_Supplied records_
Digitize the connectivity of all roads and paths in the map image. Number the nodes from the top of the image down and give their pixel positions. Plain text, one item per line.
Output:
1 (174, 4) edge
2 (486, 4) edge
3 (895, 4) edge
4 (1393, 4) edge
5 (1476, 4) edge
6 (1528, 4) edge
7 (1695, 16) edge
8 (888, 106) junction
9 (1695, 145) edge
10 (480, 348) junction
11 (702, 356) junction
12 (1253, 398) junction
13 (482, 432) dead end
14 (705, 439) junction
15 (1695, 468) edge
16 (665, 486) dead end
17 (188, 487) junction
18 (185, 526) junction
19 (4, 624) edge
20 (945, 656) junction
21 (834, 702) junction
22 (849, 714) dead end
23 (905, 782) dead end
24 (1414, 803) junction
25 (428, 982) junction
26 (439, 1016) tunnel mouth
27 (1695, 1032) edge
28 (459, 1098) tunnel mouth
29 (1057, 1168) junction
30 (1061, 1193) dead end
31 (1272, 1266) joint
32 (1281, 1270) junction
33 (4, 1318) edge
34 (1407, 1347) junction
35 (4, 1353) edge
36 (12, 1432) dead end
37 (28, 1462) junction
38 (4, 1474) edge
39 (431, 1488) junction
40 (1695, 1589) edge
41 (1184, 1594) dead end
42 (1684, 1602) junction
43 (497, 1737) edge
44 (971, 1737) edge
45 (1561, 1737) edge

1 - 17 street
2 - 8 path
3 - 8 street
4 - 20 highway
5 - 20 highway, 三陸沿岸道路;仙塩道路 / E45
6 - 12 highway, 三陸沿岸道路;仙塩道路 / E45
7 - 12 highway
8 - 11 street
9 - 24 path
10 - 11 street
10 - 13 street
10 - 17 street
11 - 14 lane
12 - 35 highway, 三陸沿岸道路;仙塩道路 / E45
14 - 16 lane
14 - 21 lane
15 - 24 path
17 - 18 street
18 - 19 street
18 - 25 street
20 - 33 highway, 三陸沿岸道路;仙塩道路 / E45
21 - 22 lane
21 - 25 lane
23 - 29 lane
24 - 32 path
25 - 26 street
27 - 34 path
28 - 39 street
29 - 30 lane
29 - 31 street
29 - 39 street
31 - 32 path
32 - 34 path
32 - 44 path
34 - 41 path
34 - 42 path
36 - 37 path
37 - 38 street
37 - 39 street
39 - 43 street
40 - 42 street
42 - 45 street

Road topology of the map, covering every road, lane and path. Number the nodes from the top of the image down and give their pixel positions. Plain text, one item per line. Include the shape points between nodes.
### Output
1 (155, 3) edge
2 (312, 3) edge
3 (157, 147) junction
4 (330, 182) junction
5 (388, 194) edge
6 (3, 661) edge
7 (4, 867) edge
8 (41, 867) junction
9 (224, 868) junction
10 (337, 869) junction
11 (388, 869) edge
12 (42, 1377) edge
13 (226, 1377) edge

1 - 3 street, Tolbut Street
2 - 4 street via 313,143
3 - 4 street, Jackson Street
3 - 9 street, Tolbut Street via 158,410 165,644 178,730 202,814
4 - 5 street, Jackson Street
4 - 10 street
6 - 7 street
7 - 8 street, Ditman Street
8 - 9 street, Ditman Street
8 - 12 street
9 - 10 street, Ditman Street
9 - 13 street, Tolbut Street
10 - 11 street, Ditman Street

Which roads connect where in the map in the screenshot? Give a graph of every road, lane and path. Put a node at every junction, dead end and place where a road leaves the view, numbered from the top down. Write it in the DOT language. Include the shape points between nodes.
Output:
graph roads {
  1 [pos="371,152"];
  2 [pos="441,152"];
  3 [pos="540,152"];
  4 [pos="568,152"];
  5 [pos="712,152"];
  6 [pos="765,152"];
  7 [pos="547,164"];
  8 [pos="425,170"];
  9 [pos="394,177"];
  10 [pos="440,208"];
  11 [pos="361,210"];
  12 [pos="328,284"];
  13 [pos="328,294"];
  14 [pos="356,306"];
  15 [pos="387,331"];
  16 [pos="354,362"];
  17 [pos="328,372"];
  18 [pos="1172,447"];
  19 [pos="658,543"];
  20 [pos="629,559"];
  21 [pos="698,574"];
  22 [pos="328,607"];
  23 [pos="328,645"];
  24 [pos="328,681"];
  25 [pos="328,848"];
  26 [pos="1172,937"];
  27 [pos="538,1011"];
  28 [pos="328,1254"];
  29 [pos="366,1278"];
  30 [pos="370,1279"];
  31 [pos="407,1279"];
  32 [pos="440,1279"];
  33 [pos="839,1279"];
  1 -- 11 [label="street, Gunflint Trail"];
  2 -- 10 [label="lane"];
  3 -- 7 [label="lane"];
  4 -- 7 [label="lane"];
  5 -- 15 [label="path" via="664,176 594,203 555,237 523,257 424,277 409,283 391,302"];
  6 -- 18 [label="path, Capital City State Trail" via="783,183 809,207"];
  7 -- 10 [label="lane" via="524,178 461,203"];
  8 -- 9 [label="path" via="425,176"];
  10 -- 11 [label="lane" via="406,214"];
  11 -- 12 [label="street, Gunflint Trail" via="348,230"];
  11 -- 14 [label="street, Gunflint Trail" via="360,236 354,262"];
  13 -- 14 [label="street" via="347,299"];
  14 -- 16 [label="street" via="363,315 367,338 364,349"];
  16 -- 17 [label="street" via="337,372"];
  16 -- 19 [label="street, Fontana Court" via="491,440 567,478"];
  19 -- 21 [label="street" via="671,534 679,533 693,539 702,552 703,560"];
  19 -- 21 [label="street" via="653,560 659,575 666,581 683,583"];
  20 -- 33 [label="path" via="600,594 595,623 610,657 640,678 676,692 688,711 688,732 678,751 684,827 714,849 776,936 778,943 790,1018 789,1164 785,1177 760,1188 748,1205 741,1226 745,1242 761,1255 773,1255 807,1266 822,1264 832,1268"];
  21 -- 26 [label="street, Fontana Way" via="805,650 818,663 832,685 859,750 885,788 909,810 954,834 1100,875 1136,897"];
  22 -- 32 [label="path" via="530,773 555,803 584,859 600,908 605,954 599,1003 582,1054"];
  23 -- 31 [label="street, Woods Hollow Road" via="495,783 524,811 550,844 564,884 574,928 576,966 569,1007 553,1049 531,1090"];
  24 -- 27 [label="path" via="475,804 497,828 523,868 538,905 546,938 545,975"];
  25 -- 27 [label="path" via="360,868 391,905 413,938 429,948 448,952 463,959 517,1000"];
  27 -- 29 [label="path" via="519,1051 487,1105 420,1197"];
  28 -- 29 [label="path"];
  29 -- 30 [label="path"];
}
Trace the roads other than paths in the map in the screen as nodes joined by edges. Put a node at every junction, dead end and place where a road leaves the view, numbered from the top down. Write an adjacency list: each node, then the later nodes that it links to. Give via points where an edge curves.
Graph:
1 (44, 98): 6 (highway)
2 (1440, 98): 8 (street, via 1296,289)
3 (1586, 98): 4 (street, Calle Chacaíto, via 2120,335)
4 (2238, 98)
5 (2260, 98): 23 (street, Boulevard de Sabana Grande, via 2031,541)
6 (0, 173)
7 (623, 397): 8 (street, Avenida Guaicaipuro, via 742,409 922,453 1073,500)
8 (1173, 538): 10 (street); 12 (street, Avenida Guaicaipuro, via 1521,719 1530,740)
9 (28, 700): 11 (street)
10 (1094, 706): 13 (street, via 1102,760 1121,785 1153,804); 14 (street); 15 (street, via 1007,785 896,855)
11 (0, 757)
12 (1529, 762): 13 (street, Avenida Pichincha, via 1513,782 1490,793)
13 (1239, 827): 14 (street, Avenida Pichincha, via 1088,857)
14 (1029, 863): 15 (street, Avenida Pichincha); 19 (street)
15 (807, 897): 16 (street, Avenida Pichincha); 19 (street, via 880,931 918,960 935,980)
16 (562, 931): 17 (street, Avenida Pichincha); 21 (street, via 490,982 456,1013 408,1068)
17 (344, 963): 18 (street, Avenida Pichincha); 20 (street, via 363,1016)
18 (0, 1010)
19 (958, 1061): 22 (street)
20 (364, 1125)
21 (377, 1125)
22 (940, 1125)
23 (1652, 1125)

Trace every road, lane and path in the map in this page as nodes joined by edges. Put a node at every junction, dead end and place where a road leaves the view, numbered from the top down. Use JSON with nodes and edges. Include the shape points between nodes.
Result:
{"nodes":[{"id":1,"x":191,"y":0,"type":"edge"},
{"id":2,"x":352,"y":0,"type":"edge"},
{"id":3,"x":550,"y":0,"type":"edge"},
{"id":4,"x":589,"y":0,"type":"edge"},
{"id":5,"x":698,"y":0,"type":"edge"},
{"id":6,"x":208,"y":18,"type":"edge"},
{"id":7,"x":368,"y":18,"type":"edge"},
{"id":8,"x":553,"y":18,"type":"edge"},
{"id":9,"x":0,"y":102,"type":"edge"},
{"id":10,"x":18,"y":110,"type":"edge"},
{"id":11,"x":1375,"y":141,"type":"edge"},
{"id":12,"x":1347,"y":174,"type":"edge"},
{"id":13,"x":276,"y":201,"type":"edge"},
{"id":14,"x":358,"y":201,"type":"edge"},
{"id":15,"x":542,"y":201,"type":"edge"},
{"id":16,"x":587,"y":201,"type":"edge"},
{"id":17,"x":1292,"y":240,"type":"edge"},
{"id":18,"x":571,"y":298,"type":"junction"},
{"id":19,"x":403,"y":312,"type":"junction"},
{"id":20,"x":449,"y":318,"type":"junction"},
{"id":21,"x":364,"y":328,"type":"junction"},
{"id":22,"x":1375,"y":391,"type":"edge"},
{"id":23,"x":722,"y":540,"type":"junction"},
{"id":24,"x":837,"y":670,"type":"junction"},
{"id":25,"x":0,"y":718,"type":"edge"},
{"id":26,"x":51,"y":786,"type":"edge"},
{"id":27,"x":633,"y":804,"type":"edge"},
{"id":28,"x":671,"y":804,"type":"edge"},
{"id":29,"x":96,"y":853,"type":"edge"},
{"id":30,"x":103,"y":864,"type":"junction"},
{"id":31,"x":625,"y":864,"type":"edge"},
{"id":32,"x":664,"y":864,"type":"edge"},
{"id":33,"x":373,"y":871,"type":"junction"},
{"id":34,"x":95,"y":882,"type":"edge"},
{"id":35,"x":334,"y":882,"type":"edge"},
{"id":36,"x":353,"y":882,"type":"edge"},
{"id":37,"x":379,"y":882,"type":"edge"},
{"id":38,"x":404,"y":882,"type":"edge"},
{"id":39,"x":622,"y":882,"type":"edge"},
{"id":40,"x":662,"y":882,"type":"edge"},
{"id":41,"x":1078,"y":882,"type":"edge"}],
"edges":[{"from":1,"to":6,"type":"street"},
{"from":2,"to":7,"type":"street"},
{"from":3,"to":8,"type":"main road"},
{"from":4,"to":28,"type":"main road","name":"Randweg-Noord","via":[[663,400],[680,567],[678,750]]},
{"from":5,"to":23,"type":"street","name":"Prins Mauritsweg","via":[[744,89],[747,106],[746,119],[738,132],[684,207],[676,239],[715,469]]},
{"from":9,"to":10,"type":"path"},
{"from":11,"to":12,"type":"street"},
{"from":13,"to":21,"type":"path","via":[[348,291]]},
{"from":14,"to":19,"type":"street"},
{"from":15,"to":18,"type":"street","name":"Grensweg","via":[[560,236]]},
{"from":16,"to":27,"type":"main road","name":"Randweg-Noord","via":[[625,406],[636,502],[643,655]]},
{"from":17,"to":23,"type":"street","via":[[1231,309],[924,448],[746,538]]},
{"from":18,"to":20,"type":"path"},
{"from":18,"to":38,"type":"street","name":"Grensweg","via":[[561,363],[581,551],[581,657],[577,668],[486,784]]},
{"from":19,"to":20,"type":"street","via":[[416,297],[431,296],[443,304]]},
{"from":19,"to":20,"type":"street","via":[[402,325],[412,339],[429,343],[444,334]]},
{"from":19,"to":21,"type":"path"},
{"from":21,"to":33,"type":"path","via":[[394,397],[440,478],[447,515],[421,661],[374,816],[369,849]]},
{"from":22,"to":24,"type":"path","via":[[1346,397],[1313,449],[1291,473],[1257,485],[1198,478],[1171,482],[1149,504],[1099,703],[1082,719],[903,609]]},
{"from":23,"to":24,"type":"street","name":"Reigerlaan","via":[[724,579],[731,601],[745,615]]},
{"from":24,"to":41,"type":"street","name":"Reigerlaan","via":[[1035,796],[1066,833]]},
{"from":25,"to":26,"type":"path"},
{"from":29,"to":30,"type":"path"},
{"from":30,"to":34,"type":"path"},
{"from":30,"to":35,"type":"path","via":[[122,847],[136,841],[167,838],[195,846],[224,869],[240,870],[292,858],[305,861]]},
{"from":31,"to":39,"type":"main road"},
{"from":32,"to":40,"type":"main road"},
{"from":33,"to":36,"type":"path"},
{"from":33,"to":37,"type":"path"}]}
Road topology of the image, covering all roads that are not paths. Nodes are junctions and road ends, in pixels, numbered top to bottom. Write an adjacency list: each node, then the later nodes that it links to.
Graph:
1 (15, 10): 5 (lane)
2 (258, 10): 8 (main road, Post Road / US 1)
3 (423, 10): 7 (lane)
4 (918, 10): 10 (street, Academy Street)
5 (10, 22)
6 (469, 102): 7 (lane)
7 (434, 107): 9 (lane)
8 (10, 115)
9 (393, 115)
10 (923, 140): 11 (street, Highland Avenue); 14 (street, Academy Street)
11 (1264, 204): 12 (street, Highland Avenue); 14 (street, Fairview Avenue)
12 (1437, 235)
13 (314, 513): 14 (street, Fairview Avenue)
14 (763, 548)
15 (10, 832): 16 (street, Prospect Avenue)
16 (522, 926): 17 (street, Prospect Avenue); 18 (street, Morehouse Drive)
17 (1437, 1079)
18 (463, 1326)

_Problem_
Where a line in the material contains "Write", copy that line.

_Your solution_
Which roads connect where in the map in the screenshot? Give a graph of every road, lane and path. Put a node at every junction, dead end and place where a road leaves the view, numbered from the top down. Write it in the DOT language. Include the shape points between nodes.
Trace the roads other than paths in the map in the screen as nodes joined by edges. Put a node at every junction, dead end and place where a road leaves the view, numbered from the top down. Write an adjacency list: each node, then the later nodes that it links to. Give via points where an edge curves.
Road topology of the image, covering all roads that are not paths. Nodes are junctions and road ends, in pixels, numbered top to bottom. Write an adjacency list: each node, then the later nodes that it links to.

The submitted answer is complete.